# Only ever had boys



## Kirsty (Sep 9, 2011)

Calling all those of you with little girls. Cara's behaviour has changed a bit these last couple of days.

Not eating her food as well as she would and she's down about 100g. Sleeping more during the day. Today and yesterday Derek watched her take her teddy & donkey out to her nest (once was a lovely ornamental grass till she claimed it) one at a time then bring them back in one at a time. She's sniffing herself after a wee and is a little windgy but other than that herself.

Am I over reacting? If yes thank goodness. If not what happens next and what do I need to do?

K xx


----------



## wellerfeller (Jul 12, 2011)

She may well be coming into season, just keep an eye on her. Sounds like typical pre season behaviour to me, I take it she hasn't been spayed yet?


----------



## Kirsty (Sep 9, 2011)

No we wanted her to mature first and get through her first season. How long does this bit last then?

OMG it's our poo meet in 17 days!!!

K xx


----------



## wellerfeller (Jul 12, 2011)

uh oh!! By the sound of it I would be quite surprised if she doesn't break in season over the next week. Just keep an eye out for spotting blood and/or swollen girlie bits. She is about the right age to start her season cycle.

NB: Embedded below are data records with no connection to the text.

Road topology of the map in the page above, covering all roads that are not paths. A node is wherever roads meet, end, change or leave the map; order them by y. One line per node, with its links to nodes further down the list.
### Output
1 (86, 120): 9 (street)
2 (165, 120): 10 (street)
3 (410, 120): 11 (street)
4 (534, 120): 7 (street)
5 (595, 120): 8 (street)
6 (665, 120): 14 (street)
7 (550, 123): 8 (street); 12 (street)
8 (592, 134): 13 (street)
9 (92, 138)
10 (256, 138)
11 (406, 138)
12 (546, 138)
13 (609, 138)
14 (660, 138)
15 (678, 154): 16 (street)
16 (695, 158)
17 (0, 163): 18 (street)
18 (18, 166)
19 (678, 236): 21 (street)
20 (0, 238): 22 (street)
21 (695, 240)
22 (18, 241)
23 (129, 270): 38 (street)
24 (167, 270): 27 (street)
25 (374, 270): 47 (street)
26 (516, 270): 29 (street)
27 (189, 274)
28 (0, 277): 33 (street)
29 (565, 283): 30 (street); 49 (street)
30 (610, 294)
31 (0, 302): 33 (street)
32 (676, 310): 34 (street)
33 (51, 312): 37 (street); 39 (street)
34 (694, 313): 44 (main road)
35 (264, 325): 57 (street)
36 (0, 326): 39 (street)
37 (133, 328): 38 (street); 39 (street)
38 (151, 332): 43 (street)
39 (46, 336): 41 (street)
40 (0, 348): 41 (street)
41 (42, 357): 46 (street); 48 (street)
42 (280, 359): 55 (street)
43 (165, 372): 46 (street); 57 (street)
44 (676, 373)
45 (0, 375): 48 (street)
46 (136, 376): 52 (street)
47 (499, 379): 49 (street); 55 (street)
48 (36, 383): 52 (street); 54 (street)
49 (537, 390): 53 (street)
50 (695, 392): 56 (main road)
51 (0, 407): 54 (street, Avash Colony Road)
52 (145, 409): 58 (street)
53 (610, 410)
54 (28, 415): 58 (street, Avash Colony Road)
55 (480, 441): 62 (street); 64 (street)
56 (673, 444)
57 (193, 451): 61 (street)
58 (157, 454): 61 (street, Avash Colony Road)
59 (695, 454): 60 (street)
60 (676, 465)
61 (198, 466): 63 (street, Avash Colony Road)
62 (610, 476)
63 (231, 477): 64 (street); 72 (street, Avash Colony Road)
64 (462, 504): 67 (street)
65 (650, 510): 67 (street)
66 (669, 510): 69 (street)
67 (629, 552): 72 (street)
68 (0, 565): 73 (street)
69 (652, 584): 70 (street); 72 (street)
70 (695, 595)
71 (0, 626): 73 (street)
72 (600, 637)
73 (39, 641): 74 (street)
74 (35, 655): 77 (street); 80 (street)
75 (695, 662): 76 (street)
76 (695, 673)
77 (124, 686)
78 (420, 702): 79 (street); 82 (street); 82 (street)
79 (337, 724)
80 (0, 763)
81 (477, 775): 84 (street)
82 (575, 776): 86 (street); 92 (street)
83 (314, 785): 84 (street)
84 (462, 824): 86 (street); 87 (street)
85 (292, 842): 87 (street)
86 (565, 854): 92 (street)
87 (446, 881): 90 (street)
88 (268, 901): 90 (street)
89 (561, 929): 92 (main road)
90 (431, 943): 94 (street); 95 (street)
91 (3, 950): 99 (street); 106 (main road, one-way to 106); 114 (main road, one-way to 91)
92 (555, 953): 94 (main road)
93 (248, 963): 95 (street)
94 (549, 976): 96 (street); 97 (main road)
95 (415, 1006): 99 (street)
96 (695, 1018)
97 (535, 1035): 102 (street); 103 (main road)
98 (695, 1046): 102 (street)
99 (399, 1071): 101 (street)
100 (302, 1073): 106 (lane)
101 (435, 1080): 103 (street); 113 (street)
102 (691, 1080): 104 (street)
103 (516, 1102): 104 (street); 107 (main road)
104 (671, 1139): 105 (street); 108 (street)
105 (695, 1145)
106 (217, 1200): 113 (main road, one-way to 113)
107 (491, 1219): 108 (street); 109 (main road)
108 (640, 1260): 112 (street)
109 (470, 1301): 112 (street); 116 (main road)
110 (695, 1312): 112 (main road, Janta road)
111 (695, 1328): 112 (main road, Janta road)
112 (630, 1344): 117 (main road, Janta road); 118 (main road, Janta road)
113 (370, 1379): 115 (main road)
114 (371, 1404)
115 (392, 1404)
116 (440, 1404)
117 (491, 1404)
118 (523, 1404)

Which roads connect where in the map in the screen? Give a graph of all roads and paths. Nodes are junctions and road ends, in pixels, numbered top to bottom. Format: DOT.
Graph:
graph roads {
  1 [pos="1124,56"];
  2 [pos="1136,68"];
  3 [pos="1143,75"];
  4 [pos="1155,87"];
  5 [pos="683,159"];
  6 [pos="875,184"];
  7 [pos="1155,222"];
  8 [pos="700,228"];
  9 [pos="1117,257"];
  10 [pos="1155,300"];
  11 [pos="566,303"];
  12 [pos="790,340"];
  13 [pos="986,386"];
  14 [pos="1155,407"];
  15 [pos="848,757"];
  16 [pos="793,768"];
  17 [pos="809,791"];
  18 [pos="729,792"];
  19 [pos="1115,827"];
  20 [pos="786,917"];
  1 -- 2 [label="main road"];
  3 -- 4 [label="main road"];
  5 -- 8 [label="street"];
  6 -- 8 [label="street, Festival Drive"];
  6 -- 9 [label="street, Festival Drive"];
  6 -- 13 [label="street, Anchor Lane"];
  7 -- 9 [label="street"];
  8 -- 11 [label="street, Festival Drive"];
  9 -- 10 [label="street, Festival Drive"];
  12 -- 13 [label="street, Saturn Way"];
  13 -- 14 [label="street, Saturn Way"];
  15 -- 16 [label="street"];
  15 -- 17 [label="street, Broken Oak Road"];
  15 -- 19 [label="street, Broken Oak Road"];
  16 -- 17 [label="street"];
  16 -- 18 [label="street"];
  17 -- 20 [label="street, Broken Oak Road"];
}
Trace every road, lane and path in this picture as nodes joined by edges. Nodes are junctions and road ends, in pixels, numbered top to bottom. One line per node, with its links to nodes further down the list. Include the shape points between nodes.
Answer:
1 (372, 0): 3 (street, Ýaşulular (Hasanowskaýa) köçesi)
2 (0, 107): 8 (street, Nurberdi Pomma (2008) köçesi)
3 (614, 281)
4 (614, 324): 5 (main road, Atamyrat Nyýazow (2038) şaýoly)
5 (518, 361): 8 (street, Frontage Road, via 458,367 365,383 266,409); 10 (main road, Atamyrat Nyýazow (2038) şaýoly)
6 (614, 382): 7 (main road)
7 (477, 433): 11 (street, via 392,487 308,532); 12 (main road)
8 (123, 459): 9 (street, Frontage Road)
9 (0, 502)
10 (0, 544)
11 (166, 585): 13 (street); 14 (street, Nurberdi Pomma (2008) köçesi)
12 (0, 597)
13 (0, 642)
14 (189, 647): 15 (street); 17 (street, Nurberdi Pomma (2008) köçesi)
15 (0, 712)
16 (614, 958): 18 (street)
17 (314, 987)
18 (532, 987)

If she does start her season your poo meet will be out of bounds


----------



## JoJo (Mar 2, 2011)

Hi Kirsty .. yep it could be pre season ... have a read here as my Honey had a split season... and some info on bitches in season 

http://www.mydogslife.co.uk/2011/09/02/a-bitches-season/

http://www.mydogslife.co.uk/2011/09/27/honeys-split-season/

Dont worry .. these early signs can last a while .. you will not miss the swelling .. i promise you ...


----------



## Kirsty (Sep 9, 2011)

Lovely not!!!

Thanks for the advice. Will keep you posted


----------



## JoJo (Mar 2, 2011)

ha ha ha .. hey its not that bad ... most bitches deal with it easily and they can be very clean with it too .. so dont worry  I am sure Cara wont let you down ...


----------



## Kirsty (Sep 9, 2011)

I'm sure she'll be fine it's us that will be traumatised... Baby girl's growing up ...

Just in from letting her out - middle of the night normally she sleeps through xx


----------



## lady amanda (Nov 26, 2010)

Oh poor you guys....I hope she gets through it quickly


----------



## andy0 (Jan 10, 2011)

Hi kirsty Crumble is the same age as cara and she has been doing the same since wedensday not eating her food wants even more hugs than normal lol not eaten since wednesday but has eaten to day ,and is def in season


----------



## wellerfeller (Jul 12, 2011)

Hi Kirsty, how is Cara doing?


----------



## Kirsty (Sep 9, 2011)

She's ok. Back on her food sort of. Nothing swollen yet and no bleeding. 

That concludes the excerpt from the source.